Output every line below exactly.

═══

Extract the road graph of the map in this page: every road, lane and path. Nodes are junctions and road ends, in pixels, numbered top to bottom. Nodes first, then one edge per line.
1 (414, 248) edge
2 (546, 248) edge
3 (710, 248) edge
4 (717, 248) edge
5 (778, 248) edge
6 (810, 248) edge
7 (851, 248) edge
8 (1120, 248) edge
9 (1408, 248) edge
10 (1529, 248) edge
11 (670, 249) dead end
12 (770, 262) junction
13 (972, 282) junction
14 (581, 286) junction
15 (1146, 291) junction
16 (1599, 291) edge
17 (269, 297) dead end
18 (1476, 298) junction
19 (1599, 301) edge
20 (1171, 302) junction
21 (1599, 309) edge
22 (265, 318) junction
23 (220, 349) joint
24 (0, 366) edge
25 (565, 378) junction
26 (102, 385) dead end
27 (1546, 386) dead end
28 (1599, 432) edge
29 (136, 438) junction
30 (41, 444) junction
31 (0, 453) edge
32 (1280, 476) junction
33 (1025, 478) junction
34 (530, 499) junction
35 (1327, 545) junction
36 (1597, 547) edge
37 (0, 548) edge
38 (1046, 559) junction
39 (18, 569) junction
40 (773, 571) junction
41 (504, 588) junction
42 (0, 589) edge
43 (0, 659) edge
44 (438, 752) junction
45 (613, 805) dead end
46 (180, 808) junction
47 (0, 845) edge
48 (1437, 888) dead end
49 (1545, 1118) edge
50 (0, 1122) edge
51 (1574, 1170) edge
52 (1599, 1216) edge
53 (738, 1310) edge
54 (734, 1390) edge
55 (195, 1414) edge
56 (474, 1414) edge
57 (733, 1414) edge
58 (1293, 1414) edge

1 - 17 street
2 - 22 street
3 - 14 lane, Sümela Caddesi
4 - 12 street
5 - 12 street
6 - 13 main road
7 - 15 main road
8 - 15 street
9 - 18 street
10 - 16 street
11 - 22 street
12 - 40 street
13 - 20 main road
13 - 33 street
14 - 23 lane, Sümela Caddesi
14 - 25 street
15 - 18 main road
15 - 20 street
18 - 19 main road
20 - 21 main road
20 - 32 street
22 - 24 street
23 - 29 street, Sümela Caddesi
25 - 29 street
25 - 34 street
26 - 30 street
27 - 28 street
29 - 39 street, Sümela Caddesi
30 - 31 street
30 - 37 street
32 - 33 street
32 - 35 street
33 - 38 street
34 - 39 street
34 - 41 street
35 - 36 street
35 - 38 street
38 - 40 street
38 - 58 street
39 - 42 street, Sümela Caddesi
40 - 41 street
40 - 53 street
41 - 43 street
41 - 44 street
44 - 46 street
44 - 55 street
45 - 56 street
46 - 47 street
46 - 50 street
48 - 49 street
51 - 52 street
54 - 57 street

═══

Answer to this exercise:
Extract the road graph of the map in this page: every road, lane and path. Nodes are junctions and road ends, in pixels, numbered top to bottom. Nodes first, then one edge per line.
1 (414, 248) edge
2 (546, 248) edge
3 (710, 248) edge
4 (717, 248) edge
5 (778, 248) edge
6 (810, 248) edge
7 (851, 248) edge
8 (1120, 248) edge
9 (1408, 248) edge
10 (1529, 248) edge
11 (670, 249) dead end
12 (770, 262) junction
13 (972, 282) junction
14 (581, 286) junction
15 (1146, 291) junction
16 (1599, 291) edge
17 (269, 297) dead end
18 (1476, 298) junction
19 (1599, 301) edge
20 (1171, 302) junction
21 (1599, 309) edge
22 (265, 318) junction
23 (220, 349) joint
24 (0, 366) edge
25 (565, 378) junction
26 (102, 385) dead end
27 (1546, 386) dead end
28 (1599, 432) edge
29 (136, 438) junction
30 (41, 444) junction
31 (0, 453) edge
32 (1280, 476) junction
33 (1025, 478) junction
34 (530, 499) junction
35 (1327, 545) junction
36 (1597, 547) edge
37 (0, 548) edge
38 (1046, 559) junction
39 (18, 569) junction
40 (773, 571) junction
41 (504, 588) junction
42 (0, 589) edge
43 (0, 659) edge
44 (438, 752) junction
45 (613, 805) dead end
46 (180, 808) junction
47 (0, 845) edge
48 (1437, 888) dead end
49 (1545, 1118) edge
50 (0, 1122) edge
51 (1574, 1170) edge
52 (1599, 1216) edge
53 (738, 1310) edge
54 (734, 1390) edge
55 (195, 1414) edge
56 (474, 1414) edge
57 (733, 1414) edge
58 (1293, 1414) edge

1 - 17 street
2 - 22 street
3 - 14 lane, Sümela Caddesi
4 - 12 street
5 - 12 street
6 - 13 main road
7 - 15 main road
8 - 15 street
9 - 18 street
10 - 16 street
11 - 22 street
12 - 40 street
13 - 20 main road
13 - 33 street
14 - 23 lane, Sümela Caddesi
14 - 25 street
15 - 18 main road
15 - 20 street
18 - 19 main road
20 - 21 main road
20 - 32 street
22 - 24 street
23 - 29 street, Sümela Caddesi
25 - 29 street
25 - 34 street
26 - 30 street
27 - 28 street
29 - 39 street, Sümela Caddesi
30 - 31 street
30 - 37 street
32 - 33 street
32 - 35 street
33 - 38 street
34 - 39 street
34 - 41 street
35 - 36 street
35 - 38 street
38 - 40 street
38 - 58 street
39 - 42 street, Sümela Caddesi
40 - 41 street
40 - 53 street
41 - 43 street
41 - 44 street
44 - 46 street
44 - 55 street
45 - 56 street
46 - 47 street
46 - 50 street
48 - 49 street
51 - 52 street
54 - 57 street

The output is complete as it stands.